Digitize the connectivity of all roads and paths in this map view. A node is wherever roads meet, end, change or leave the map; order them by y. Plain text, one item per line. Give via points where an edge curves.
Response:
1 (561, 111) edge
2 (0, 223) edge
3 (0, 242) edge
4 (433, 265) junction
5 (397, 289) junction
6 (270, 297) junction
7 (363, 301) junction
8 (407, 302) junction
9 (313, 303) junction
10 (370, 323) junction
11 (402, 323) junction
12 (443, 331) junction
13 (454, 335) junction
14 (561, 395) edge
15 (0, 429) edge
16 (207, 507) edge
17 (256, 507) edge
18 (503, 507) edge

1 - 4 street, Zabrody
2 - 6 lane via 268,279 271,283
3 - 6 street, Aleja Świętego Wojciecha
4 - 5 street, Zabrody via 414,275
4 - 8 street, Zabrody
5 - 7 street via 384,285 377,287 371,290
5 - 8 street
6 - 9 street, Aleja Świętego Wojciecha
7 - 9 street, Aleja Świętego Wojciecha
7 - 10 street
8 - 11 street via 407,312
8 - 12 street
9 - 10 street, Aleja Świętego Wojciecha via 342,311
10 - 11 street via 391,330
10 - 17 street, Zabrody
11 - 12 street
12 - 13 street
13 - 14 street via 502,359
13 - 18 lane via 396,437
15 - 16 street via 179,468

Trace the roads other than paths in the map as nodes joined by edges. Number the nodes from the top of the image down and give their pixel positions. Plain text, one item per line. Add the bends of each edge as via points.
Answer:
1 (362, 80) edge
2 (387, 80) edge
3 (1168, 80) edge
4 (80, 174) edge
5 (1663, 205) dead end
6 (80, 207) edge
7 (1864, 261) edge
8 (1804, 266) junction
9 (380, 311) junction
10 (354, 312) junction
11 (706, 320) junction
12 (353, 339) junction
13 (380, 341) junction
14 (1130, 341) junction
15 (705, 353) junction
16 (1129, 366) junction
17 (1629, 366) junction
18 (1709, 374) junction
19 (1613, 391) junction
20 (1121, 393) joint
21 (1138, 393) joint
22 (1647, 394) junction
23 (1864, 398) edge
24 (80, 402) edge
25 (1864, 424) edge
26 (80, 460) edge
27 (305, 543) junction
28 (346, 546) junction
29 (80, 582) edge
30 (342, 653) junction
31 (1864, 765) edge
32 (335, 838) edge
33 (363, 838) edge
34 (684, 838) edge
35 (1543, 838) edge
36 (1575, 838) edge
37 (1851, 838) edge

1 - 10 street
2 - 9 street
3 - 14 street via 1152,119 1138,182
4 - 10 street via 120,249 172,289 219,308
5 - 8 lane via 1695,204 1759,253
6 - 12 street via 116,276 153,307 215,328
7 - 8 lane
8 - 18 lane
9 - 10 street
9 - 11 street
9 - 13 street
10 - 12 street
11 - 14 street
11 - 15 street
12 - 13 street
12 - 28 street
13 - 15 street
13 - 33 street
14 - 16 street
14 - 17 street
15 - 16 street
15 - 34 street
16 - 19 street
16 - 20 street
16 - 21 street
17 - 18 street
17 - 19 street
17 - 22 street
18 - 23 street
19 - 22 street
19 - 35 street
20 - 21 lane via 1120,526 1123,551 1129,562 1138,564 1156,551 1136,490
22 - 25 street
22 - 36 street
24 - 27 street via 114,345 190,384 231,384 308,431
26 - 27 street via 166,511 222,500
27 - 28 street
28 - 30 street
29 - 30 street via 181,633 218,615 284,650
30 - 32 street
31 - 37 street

...

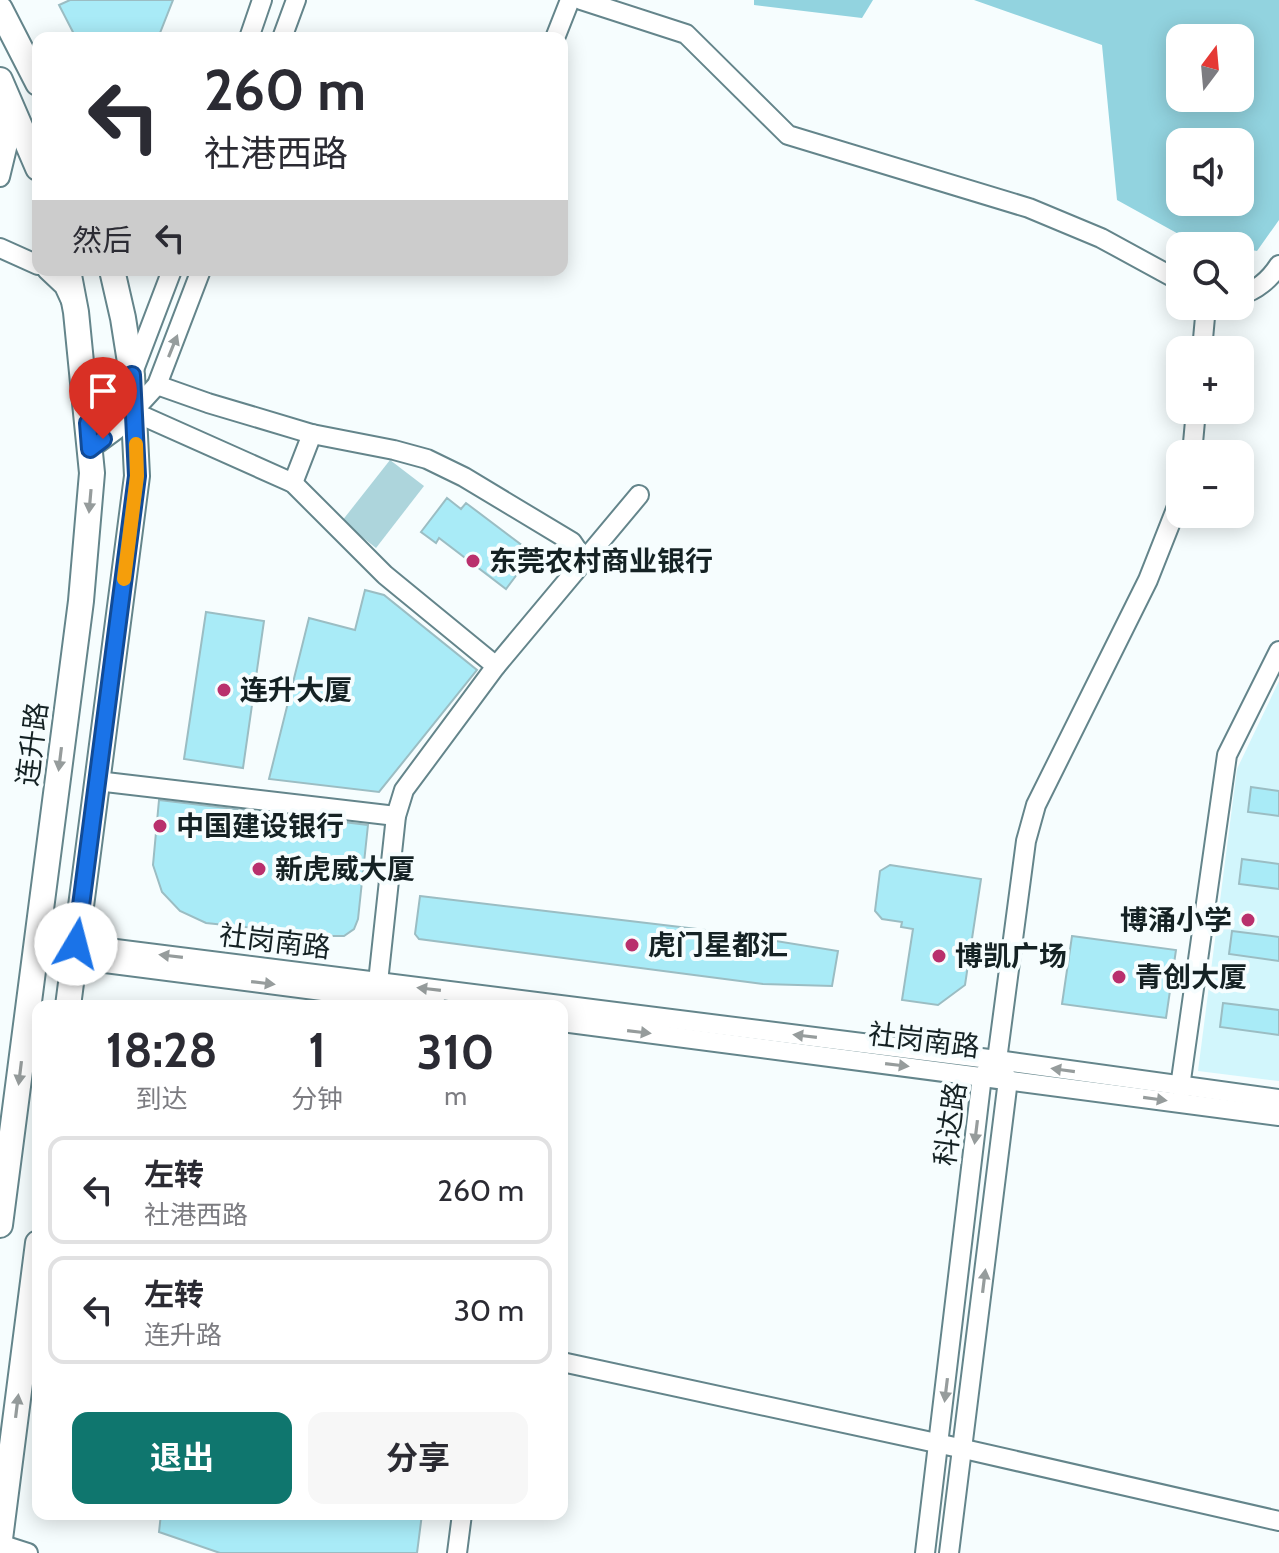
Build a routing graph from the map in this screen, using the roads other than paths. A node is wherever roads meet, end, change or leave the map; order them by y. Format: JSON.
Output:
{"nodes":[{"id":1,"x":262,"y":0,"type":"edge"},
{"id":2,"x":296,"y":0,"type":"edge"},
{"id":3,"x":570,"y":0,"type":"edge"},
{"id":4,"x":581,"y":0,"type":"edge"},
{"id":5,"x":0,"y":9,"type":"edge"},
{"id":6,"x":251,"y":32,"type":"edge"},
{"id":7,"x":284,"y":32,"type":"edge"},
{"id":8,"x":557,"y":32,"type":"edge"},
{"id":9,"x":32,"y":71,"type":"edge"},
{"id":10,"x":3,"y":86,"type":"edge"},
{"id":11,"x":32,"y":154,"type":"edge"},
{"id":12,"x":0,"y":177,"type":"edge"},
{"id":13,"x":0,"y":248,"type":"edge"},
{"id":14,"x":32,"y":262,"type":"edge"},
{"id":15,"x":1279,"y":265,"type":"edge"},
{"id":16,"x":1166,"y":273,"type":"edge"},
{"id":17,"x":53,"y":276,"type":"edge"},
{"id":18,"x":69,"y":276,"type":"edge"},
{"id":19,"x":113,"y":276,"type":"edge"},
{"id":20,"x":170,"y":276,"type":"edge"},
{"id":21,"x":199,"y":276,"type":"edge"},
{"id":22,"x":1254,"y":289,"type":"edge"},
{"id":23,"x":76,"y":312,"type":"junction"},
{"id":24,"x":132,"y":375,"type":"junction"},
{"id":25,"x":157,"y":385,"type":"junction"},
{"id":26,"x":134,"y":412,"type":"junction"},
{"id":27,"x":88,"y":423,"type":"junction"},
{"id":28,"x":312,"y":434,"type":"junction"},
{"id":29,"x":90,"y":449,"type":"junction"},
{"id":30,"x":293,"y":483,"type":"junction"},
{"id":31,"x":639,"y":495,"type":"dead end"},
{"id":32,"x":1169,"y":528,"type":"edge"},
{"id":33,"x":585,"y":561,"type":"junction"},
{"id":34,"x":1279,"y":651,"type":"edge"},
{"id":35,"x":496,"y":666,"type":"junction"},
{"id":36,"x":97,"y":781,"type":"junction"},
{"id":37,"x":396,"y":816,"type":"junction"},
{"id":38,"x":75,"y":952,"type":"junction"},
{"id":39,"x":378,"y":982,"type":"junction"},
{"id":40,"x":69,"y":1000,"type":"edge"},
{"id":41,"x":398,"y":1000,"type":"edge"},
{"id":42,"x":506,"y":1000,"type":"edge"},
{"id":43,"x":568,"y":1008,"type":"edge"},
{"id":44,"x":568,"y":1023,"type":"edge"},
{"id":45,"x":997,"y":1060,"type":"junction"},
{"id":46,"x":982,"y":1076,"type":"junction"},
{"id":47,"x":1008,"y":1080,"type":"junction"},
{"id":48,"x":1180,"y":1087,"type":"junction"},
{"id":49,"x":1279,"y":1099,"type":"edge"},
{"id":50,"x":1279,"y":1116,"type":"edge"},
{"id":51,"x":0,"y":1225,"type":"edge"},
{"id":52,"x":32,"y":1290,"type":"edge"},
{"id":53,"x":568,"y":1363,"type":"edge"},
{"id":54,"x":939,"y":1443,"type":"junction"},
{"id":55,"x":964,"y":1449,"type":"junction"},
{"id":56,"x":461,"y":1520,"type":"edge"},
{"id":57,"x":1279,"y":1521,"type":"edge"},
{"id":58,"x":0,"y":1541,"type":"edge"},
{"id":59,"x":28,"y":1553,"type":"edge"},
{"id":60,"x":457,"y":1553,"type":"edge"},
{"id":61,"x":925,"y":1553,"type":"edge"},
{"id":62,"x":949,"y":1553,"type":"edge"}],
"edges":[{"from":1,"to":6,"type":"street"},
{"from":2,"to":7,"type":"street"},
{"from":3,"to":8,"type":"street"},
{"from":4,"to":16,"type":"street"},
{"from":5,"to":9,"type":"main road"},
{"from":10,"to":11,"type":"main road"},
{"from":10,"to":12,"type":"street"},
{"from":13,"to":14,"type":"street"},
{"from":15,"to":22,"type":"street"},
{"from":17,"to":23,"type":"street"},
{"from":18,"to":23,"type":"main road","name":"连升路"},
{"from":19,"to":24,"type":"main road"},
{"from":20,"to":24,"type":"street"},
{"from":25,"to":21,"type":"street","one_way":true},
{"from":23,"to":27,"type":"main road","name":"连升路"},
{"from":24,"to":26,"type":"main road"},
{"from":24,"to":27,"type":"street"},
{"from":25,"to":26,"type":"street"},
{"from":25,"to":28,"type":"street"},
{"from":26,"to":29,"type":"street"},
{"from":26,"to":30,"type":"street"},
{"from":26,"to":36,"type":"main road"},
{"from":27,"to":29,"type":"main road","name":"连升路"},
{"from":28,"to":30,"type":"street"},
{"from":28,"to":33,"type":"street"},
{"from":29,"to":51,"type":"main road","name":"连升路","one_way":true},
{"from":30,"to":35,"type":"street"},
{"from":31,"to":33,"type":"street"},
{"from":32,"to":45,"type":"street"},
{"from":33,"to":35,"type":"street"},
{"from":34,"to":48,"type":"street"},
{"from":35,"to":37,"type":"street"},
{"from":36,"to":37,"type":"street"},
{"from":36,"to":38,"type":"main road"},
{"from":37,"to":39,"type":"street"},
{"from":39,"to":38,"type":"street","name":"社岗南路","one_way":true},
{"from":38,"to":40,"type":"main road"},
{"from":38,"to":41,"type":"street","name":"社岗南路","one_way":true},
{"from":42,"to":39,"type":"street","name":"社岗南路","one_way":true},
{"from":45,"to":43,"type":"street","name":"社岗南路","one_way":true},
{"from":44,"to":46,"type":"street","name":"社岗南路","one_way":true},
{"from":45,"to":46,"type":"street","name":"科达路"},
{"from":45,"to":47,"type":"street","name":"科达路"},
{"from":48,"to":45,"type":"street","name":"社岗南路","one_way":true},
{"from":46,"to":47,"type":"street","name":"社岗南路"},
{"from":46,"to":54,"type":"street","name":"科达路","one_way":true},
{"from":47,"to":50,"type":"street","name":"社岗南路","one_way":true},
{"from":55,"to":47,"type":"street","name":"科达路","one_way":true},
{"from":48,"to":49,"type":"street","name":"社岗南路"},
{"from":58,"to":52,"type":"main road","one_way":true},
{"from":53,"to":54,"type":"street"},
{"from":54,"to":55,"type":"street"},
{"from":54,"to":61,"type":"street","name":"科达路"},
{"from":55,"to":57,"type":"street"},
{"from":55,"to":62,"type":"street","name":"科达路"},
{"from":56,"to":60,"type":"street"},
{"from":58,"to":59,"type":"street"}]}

...

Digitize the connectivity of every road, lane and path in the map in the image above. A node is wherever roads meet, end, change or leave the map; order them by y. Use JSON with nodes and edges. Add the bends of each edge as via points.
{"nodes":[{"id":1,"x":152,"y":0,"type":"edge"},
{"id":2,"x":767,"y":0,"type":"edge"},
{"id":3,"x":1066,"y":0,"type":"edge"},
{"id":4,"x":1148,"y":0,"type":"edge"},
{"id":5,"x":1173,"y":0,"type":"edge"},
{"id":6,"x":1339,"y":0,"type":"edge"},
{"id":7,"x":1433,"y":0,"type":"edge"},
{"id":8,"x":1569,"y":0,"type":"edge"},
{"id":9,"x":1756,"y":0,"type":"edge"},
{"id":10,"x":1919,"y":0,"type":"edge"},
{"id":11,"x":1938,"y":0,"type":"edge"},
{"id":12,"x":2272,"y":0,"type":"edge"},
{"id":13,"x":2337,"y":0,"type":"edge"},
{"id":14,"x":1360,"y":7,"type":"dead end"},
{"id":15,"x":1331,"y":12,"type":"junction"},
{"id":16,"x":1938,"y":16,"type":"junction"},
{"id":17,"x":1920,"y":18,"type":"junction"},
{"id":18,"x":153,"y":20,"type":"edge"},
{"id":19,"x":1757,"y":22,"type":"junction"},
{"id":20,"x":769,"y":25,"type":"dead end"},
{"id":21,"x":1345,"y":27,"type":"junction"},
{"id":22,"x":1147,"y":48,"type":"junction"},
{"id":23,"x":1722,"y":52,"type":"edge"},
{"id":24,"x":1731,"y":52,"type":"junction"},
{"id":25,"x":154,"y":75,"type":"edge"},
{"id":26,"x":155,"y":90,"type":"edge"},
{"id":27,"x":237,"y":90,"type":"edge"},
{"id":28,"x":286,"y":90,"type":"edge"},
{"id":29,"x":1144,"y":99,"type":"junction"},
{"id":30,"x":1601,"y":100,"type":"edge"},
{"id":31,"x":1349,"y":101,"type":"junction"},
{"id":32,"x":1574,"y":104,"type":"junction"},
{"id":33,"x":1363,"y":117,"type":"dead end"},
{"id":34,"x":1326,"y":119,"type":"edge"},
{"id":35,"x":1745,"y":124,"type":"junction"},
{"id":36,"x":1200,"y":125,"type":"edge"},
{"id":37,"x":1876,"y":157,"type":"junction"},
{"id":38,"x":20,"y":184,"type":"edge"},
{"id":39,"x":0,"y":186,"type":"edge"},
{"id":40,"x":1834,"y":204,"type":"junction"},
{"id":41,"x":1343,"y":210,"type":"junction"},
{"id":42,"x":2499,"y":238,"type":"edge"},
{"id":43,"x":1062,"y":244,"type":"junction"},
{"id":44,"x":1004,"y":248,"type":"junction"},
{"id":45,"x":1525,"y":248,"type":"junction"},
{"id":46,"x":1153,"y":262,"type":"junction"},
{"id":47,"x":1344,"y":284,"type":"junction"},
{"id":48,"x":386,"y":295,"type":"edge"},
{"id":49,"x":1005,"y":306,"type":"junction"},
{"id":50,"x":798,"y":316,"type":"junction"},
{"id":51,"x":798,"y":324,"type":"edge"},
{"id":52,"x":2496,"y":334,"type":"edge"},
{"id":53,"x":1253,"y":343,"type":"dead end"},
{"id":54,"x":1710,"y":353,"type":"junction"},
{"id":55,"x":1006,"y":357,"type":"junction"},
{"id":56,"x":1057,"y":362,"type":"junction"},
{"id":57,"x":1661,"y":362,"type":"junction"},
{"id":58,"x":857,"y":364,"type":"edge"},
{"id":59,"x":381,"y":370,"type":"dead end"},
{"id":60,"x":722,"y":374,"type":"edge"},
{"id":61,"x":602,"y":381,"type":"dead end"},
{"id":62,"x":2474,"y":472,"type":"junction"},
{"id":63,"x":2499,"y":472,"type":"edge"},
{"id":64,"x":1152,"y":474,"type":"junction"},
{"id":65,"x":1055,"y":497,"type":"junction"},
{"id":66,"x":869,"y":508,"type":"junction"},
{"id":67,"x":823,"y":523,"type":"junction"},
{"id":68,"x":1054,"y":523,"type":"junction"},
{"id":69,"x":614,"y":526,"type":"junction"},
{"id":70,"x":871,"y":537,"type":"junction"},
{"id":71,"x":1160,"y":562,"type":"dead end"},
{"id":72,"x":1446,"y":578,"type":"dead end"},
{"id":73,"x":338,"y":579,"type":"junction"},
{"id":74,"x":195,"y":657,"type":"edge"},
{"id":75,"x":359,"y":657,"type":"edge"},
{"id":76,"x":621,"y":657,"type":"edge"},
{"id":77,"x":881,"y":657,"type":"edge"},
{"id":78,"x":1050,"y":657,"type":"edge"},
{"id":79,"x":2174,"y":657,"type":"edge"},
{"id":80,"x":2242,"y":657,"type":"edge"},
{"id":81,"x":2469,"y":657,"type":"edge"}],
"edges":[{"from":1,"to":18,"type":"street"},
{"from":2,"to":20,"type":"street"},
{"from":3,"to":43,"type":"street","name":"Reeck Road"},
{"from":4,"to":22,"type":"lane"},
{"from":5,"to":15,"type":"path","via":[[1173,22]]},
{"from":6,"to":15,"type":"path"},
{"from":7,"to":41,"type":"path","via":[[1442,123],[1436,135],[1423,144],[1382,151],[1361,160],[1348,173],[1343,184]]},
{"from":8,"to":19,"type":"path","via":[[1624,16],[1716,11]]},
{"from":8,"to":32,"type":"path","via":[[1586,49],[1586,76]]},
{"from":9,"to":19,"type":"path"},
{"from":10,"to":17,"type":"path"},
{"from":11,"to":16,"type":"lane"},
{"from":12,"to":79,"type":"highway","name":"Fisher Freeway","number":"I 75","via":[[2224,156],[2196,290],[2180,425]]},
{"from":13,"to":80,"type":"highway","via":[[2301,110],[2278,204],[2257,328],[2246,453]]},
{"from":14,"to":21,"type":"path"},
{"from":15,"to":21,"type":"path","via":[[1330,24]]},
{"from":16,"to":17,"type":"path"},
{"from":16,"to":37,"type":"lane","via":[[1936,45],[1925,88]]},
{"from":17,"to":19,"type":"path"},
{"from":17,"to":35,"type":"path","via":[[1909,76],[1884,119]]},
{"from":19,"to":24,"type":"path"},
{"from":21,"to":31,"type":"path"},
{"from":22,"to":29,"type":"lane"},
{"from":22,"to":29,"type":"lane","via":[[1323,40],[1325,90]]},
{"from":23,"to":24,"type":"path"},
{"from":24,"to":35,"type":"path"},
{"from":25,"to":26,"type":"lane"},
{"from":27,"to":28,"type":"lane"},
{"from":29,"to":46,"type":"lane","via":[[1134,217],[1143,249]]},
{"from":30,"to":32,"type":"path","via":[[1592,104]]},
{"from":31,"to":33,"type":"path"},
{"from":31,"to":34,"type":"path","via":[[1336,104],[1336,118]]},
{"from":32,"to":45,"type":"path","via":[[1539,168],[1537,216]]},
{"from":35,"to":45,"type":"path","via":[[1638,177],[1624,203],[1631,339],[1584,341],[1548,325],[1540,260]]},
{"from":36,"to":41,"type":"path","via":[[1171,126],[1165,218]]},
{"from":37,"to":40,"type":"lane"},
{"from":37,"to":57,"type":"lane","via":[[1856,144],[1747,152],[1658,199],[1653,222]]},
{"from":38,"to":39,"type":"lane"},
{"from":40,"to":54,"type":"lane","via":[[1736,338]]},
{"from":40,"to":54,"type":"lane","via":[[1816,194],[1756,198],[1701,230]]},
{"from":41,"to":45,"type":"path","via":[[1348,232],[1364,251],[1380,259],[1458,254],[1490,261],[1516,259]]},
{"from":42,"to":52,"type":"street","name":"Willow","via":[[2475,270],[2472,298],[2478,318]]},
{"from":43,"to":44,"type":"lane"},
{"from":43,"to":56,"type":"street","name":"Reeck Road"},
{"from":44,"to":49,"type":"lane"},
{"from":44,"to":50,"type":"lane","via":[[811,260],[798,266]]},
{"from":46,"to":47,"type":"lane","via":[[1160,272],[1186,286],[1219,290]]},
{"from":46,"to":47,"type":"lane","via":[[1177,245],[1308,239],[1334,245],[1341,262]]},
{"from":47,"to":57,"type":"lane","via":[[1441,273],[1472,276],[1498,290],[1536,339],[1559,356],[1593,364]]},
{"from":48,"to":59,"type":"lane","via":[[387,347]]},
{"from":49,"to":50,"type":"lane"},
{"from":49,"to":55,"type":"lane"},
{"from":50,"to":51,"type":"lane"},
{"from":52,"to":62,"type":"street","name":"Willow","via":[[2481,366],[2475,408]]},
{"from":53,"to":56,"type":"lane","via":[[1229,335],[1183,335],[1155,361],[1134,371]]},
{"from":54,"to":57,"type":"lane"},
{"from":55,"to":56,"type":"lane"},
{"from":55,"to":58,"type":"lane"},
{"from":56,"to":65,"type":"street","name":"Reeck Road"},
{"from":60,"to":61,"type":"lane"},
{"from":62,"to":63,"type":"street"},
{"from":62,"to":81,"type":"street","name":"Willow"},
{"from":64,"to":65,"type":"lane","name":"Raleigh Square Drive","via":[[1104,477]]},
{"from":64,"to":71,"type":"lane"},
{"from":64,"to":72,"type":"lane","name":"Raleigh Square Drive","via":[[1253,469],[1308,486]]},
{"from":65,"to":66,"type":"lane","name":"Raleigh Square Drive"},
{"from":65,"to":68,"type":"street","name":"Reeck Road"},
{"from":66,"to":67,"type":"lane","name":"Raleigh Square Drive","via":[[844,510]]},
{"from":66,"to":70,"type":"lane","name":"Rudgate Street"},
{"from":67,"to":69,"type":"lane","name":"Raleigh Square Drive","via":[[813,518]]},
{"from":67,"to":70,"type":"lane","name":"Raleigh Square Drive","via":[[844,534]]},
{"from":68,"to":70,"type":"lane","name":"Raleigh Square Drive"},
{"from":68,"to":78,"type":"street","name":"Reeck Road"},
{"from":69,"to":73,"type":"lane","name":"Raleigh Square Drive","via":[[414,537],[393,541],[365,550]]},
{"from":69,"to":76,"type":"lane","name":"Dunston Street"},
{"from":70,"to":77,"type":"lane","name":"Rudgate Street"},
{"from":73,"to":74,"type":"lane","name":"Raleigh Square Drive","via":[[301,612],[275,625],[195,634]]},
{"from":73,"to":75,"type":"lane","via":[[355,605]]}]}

(Try it):
Work out how many lines of the listing above include "Raleigh"; the reply is that number alone.

(Answer section):
9